Victoria Gray, quien padecía un enfermedad genética de la sangre, la drepanocitosis, una malformación de los glóbulos rojos que produce anemias y otros síntomas severos, esperaba una cura como esta hace más de 20 años.
“Desde que recibí las nuevas células he podido disfrutar más tiempo con mi familia sin preocuparme por el dolor o por una emergencia imprevista”, contó Gray.
El “milagro”, como lo define ella, ocurrió luego de someterse a un tratamiento experimental que duró semanas. Durante ese tiempo le extrajeron sangre antes de retirarle células responsables del origen de su mal: las células madre que se encuentran en la médula ósea y producen los glóbulos rojos, que en su caso tienen la forma de hoz característica de su enfermedad.
Esas células madre fueron luego enviadas a un laboratorio en Escocia, donde se modificaron genéticamente con una nueva herramienta llamada Crispr/Cas9.

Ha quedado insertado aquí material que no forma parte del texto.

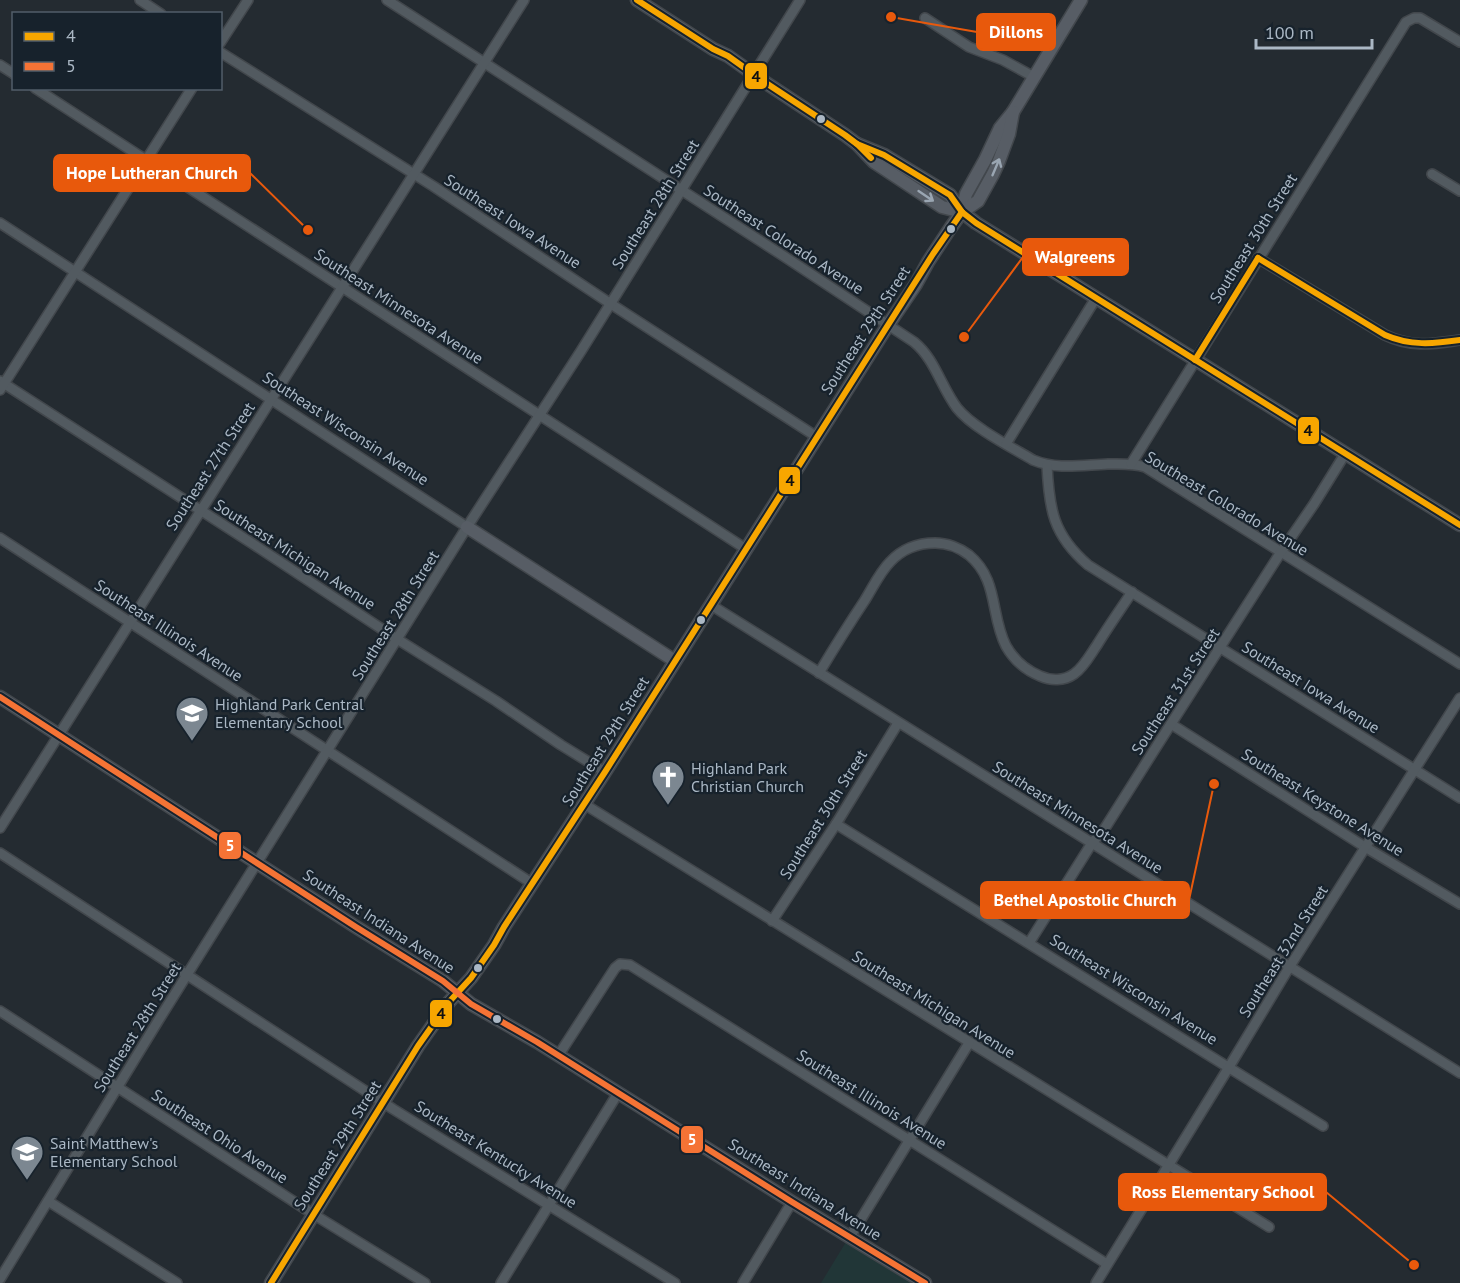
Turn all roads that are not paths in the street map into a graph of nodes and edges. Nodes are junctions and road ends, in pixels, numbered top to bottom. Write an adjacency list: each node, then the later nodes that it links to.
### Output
1 (140, 0): 8 (street)
2 (248, 0): 10 (street)
3 (387, 0): 13 (street, Southeast Colorado Avenue)
4 (524, 0): 13 (street, Southeast 27th Street)
5 (637, 0): 14 (main road)
6 (800, 0): 14 (street, Southeast 28th Street)
7 (1082, 0): 15 (main road, Southeast 29th Street)
8 (158, 12)
9 (925, 18): 15 (street)
10 (222, 40)
11 (1460, 42): 25 (street, Southeast 30th Street)
12 (222, 53): 19 (street, Southeast Iowa Avenue)
13 (484, 63): 19 (street, Southeast 27th Street); 21 (street, Southeast Colorado Avenue)
14 (753, 73): 21 (street, Southeast 28th Street); 23 (main road)
15 (1034, 77): 23 (main road, Southeast 29th Street)
16 (38, 90): 18 (street, Southeast Minnesota Avenue)
17 (191, 90): 18 (street)
18 (146, 161): 26 (street); 27 (street, Southeast Minnesota Avenue)
19 (413, 174): 27 (street, Southeast 27th Street); 29 (street, Southeast Iowa Avenue)
20 (1432, 174): 22 (street)
21 (681, 190): 29 (street, Southeast 28th Street); 30 (street, Southeast Colorado Avenue)
22 (1460, 191)
23 (962, 212): 28 (main road); 30 (main road, Southeast 29th Street)
24 (0, 223): 26 (street, Southeast Wisconsin Avenue)
25 (1258, 258): 31 (street); 32 (street, Southeast 30th Street)
26 (76, 272): 33 (street); 34 (street, Southeast Wisconsin Avenue)
27 (341, 287): 34 (street, Southeast 27th Street); 35 (street, Southeast Minnesota Avenue)
28 (1096, 298): 32 (main road); 37 (street)
29 (611, 304): 35 (street, Southeast 28th Street); 36 (street, Southeast Iowa Avenue)
30 (888, 325): 36 (main road, Southeast 29th Street); 37 (street, Southeast Colorado Avenue)
31 (1460, 340)
32 (1195, 360): 38 (main road); 39 (street, Southeast 30th Street)
33 (1, 385): 41 (street, Southeast Michigan Avenue)
34 (271, 399): 41 (street, Southeast 27th Street); 43 (street, Southeast Wisconsin Avenue)
35 (540, 415): 43 (street, Southeast 28th Street); 45 (street, Southeast Minnesota Avenue)
36 (817, 437): 45 (main road, Southeast 29th Street)
37 (1006, 444): 40 (street, Southeast Colorado Avenue)
38 (1345, 454): 42 (main road); 46 (street, Southeast 31st Street)
39 (1131, 464): 40 (street, Southeast Colorado Avenue); 46 (street, Southeast Colorado Avenue)
40 (1047, 465): 47 (street, Southeast Iowa Avenue)
41 (200, 510): 49 (street, Southeast 27th Street); 50 (street, Southeast Michigan Avenue)
42 (1460, 525)
43 (467, 526): 50 (street, Southeast 28th Street); 52 (main road, Southeast Wisconsin Avenue)
44 (0, 538): 49 (street, Southeast Illinois Avenue)
45 (746, 549): 48 (main road, Southeast 29th Street)
46 (1281, 552): 51 (street, Southeast 31st Street); 53 (street, Southeast Colorado Avenue)
47 (1132, 592): 51 (street, Southeast Iowa Avenue); 54 (street)
48 (711, 605): 52 (main road, Southeast 29th Street); 54 (street, Southeast Minnesota Avenue)
49 (129, 622): 59 (street, Southeast 27th Street); 60 (street, Southeast Illinois Avenue)
50 (397, 639): 60 (street, Southeast 28th Street); 62 (street, Southeast Michigan Avenue)
51 (1220, 648): 58 (street, Southeast 31st Street); 61 (street, Southeast Iowa Avenue)
52 (675, 660): 62 (main road, Southeast 29th Street)
53 (1460, 663)
54 (819, 673): 57 (street, Southeast Minnesota Avenue)
55 (0, 697): 59 (main road, Southeast Indiana Avenue)
56 (1460, 698): 61 (street, Southeast 32nd Street)
57 (898, 723): 65 (street, Southeast 30th Street); 67 (street, Southeast Minnesota Avenue)
58 (1170, 724): 67 (street, Southeast 31st Street); 68 (street, Southeast Keystone Avenue)
59 (58, 735): 66 (street, Southeast 27th Street); 70 (main road, Southeast Indiana Avenue)
60 (327, 750): 70 (street, Southeast 28th Street); 71 (street, Southeast Illinois Avenue)
61 (1414, 769): 63 (street, Southeast Iowa Avenue); 68 (street, Southeast 32nd Street)
62 (605, 772): 64 (main road, Southeast 29th Street)
63 (1460, 798)
64 (584, 804): 71 (main road, Southeast 29th Street); 73 (street, Southeast Michigan Avenue)
65 (836, 824): 73 (street, Southeast 30th Street); 74 (street, Southeast Wisconsin Avenue)
66 (0, 828)
67 (1092, 843): 74 (street, Southeast 31st Street); 75 (street, Southeast Minnesota Avenue)
68 (1365, 847): 72 (street, Southeast Keystone Avenue); 75 (street, Southeast 32nd Street)
69 (0, 853): 76 (street, Southeast Kentucky Avenue)
70 (257, 863): 76 (street, Southeast 28th Street); 77 (main road, Southeast Indiana Avenue)
71 (533, 884): 77 (main road, Southeast 29th Street)
72 (1460, 904)
73 (772, 921): 79 (street, Southeast Michigan Avenue)
74 (1029, 943): 81 (street, Southeast Wisconsin Avenue)
75 (1290, 966): 81 (street, Southeast 32nd Street); 82 (street, Southeast Minnesota Avenue)
76 (187, 974): 83 (street, Southeast 28th Street); 85 (street, Southeast Kentucky Avenue)
77 (457, 993): 80 (main road, Southeast Indiana Avenue); 85 (main road, Southeast 29th Street)
78 (0, 1011): 83 (street, Southeast Ohio Avenue)
79 (969, 1043): 87 (street); 88 (street, Southeast Michigan Avenue)
80 (558, 1056): 84 (main road, Southeast Indiana Avenue); 87 (street, Southeast Illinois Avenue)
81 (1229, 1067): 86 (street, Southeast Wisconsin Avenue); 88 (street, Southeast 32nd Street)
82 (1460, 1073)
83 (118, 1087): 89 (street, Southeast 28th Street); 92 (street, Southeast Ohio Avenue)
84 (618, 1093): 90 (main road, Southeast Indiana Avenue); 91 (street)
85 (383, 1102): 91 (street, Southeast Kentucky Avenue); 92 (main road, Southeast 29th Street)
86 (1323, 1126)
87 (909, 1140): 94 (street); 95 (street, Southeast Illinois Avenue)
88 (1168, 1166): 93 (street, Southeast Michigan Avenue); 95 (street, Southeast 32nd Street)
89 (48, 1201): 96 (street, Southeast 28th Street); 97 (street)
90 (792, 1202): 94 (main road, Southeast Indiana Avenue); 102 (street)
91 (549, 1205): 100 (street); 101 (street, Southeast Kentucky Avenue)
92 (313, 1214): 98 (main road, Southeast 29th Street); 99 (street, Southeast Ohio Avenue)
93 (1269, 1227)
94 (850, 1237): 103 (main road, Southeast Indiana Avenue)
95 (1107, 1264): 104 (street, Southeast 32nd Street)
96 (0, 1278)
97 (177, 1283)
98 (271, 1283)
99 (425, 1283)
100 (501, 1283)
101 (675, 1283)
102 (743, 1283)
103 (925, 1283)
104 (1096, 1283)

A continuación se le volvieron a inyectar las células modificadas, que regresaron a su lugar de origen en la médula ósea. Luego de un mes, Gray comenzó a producir glóbulos rojos normales.
Las terapias genéticas insertan un gen normal en células que contienen un gen defectuoso, como un caballo de Troya, para que realice el trabajo que el gen fallido no realiza: fabricar los glóbulos rojos sanos de Victoria, por ejemplo, o en el caso de un cáncer, producir superglóbulos blancos que matan a los tumores. Pero Crispr va más allá: en lugar de agregar un nuevo gen, esta herramienta puede modificar un gen existente.
Las modificaciones del ADN de organismos vivos no son ninguna novedad, se realizan desde hace décadas. Prueba de ello son el maíz o el salmón OGM (sigla de “organismos genéticamente modificados”).
Pero Crispr, que se dio a conocer en 2012, ha hecho que sea más simple y mucho más económica que las herramientas previas.
Esto también reaviva el debate sobre las implicaciones morales en torno a la manipulación genética.